### Task goal
Print the records below exactly, omitting all pictures.

### Stored data entries
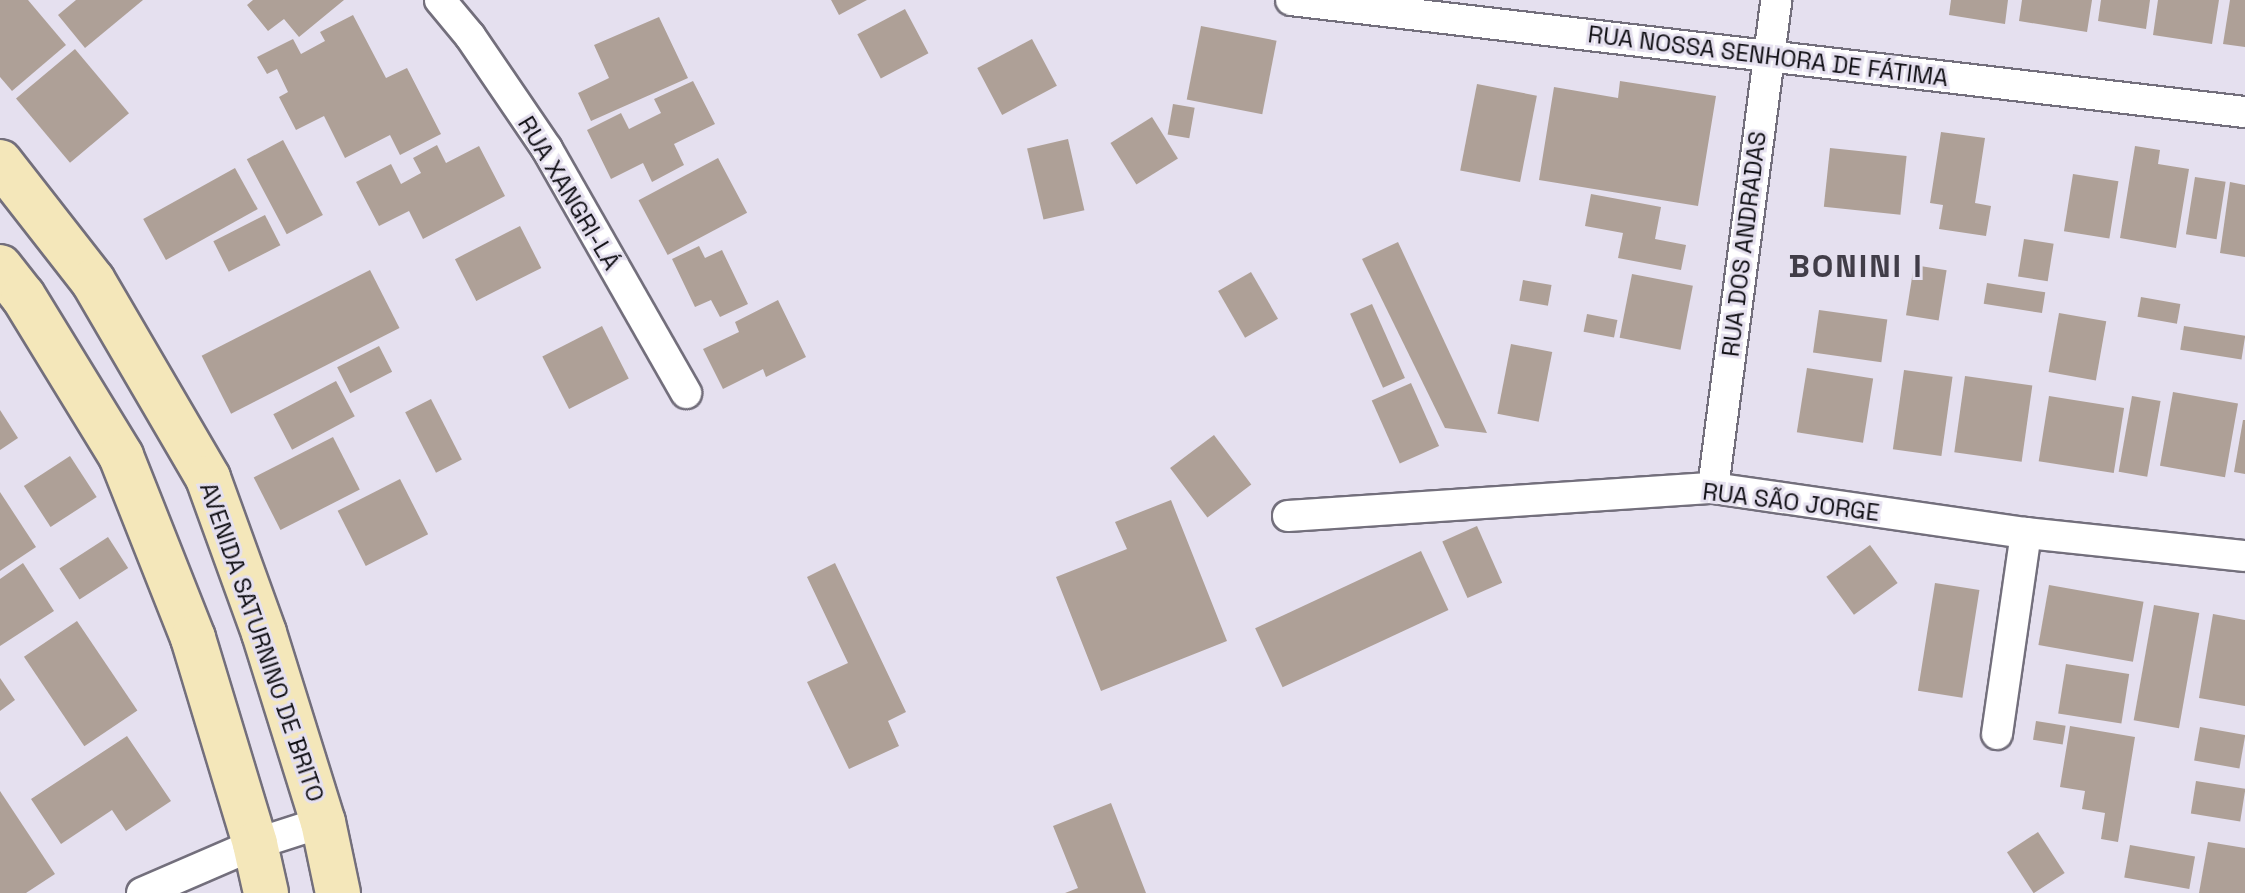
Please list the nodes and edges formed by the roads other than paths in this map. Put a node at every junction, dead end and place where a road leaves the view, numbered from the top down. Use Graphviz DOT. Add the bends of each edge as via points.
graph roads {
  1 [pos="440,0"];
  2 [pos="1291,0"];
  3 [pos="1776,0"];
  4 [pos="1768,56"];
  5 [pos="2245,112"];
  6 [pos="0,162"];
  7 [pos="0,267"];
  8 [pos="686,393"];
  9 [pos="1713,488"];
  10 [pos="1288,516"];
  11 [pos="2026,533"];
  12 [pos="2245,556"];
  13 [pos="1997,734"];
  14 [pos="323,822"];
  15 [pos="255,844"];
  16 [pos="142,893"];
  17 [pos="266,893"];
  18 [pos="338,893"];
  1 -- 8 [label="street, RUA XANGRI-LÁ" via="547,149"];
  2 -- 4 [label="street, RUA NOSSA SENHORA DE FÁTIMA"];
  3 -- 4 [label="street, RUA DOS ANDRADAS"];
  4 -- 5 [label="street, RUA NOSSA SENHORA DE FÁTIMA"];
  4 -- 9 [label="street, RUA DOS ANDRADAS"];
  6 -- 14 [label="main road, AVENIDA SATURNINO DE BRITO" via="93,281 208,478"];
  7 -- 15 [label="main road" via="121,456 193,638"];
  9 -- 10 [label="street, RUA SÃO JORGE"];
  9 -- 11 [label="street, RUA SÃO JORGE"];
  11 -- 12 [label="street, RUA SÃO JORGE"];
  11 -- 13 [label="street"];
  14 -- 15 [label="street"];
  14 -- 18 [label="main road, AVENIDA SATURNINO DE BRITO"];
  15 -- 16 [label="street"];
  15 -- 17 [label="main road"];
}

### Task solution
Please list the nodes and edges formed by the roads other than paths in this map. Put a node at every junction, dead end and place where a road leaves the view, numbered from the top down. Use Graphviz DOT. Add the bends of each edge as via points.
graph roads {
  1 [pos="440,0"];
  2 [pos="1291,0"];
  3 [pos="1776,0"];
  4 [pos="1768,56"];
  5 [pos="2245,112"];
  6 [pos="0,162"];
  7 [pos="0,267"];
  8 [pos="686,393"];
  9 [pos="1713,488"];
  10 [pos="1288,516"];
  11 [pos="2026,533"];
  12 [pos="2245,556"];
  13 [pos="1997,734"];
  14 [pos="323,822"];
  15 [pos="255,844"];
  16 [pos="142,893"];
  17 [pos="266,893"];
  18 [pos="338,893"];
  1 -- 8 [label="street, RUA XANGRI-LÁ" via="547,149"];
  2 -- 4 [label="street, RUA NOSSA SENHORA DE FÁTIMA"];
  3 -- 4 [label="street, RUA DOS ANDRADAS"];
  4 -- 5 [label="street, RUA NOSSA SENHORA DE FÁTIMA"];
  4 -- 9 [label="street, RUA DOS ANDRADAS"];
  6 -- 14 [label="main road, AVENIDA SATURNINO DE BRITO" via="93,281 208,478"];
  7 -- 15 [label="main road" via="121,456 193,638"];
  9 -- 10 [label="street, RUA SÃO JORGE"];
  9 -- 11 [label="street, RUA SÃO JORGE"];
  11 -- 12 [label="street, RUA SÃO JORGE"];
  11 -- 13 [label="street"];
  14 -- 15 [label="street"];
  14 -- 18 [label="main road, AVENIDA SATURNINO DE BRITO"];
  15 -- 16 [label="street"];
  15 -- 17 [label="main road"];
}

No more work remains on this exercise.